WHAT IS EXPECTED ::
Examine the data line by line and report how many lines include the word "nodes", with no additional output.

EXTRACTED MATERIAL ::
######

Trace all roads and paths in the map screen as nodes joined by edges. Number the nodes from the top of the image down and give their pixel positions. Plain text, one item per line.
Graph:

######

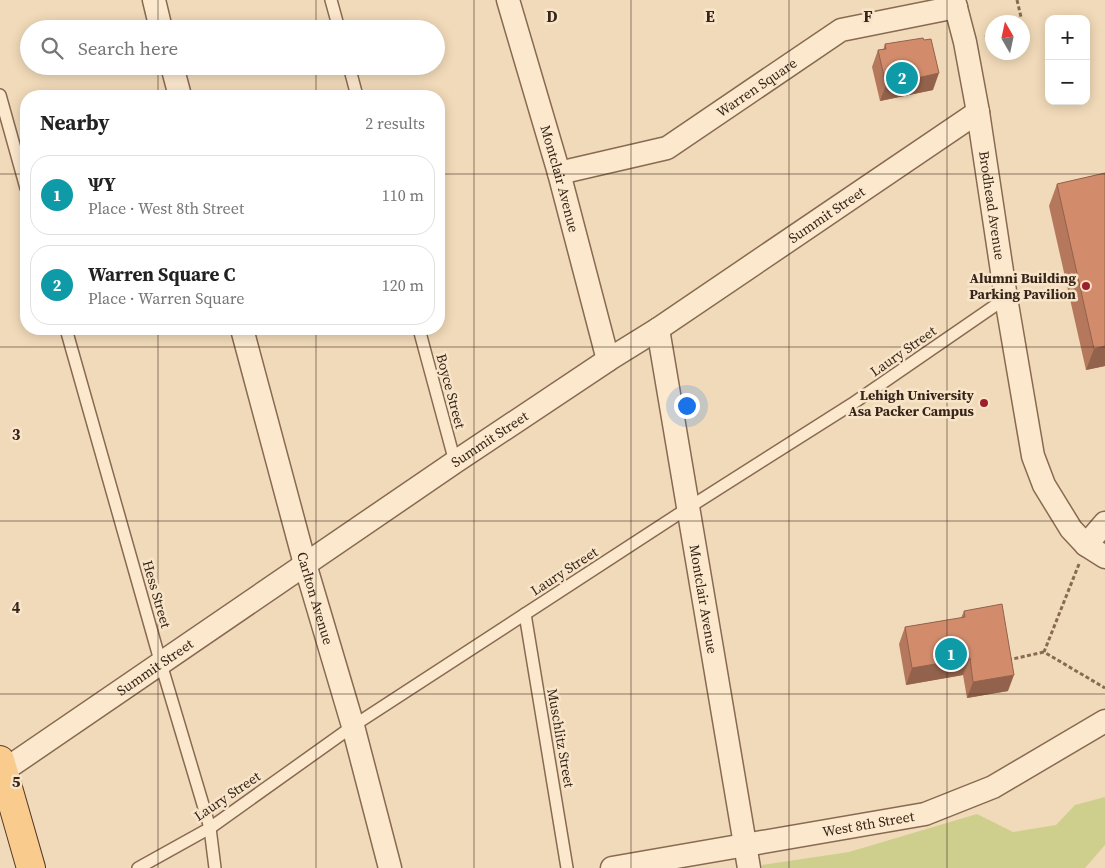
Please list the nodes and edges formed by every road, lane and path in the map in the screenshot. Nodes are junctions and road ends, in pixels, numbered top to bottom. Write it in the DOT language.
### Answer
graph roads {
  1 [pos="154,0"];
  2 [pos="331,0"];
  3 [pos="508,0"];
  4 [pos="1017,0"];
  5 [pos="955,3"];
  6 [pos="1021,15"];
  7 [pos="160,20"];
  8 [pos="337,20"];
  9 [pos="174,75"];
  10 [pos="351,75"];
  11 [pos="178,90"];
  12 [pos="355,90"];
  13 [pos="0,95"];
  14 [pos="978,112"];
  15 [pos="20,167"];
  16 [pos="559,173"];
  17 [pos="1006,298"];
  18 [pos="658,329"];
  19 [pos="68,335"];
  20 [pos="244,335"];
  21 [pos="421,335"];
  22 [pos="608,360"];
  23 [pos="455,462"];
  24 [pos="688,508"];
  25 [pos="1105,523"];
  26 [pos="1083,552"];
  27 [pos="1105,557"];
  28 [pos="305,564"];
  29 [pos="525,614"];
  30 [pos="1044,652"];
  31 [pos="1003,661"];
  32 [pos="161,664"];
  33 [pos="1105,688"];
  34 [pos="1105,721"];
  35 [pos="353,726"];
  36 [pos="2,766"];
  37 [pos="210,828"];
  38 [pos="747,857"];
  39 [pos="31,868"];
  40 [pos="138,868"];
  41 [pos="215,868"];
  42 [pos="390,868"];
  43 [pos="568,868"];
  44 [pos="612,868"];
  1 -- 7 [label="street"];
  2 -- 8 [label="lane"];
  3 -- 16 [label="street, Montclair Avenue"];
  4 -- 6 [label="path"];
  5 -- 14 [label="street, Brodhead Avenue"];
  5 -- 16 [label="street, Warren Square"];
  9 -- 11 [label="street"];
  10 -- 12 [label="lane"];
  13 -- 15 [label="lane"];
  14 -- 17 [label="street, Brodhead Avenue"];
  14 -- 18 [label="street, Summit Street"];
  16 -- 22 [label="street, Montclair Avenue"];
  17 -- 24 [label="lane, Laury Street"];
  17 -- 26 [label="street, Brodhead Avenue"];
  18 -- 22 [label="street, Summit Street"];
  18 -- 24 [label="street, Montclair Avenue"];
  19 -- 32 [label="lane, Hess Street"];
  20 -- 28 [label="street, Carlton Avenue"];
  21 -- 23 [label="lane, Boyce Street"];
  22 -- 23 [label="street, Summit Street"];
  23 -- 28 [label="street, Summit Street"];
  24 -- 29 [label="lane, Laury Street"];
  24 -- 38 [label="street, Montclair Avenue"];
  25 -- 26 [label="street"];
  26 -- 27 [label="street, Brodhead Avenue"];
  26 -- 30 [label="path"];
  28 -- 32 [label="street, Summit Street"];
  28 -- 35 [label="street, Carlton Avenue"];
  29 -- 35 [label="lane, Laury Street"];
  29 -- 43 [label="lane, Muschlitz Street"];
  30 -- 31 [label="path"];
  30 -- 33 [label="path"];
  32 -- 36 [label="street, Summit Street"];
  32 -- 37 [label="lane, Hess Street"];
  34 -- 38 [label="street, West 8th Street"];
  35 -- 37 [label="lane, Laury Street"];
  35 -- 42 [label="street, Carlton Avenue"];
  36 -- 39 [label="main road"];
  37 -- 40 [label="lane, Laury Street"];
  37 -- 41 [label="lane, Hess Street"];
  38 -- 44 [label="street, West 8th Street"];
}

######

ANSWER BOX ::
2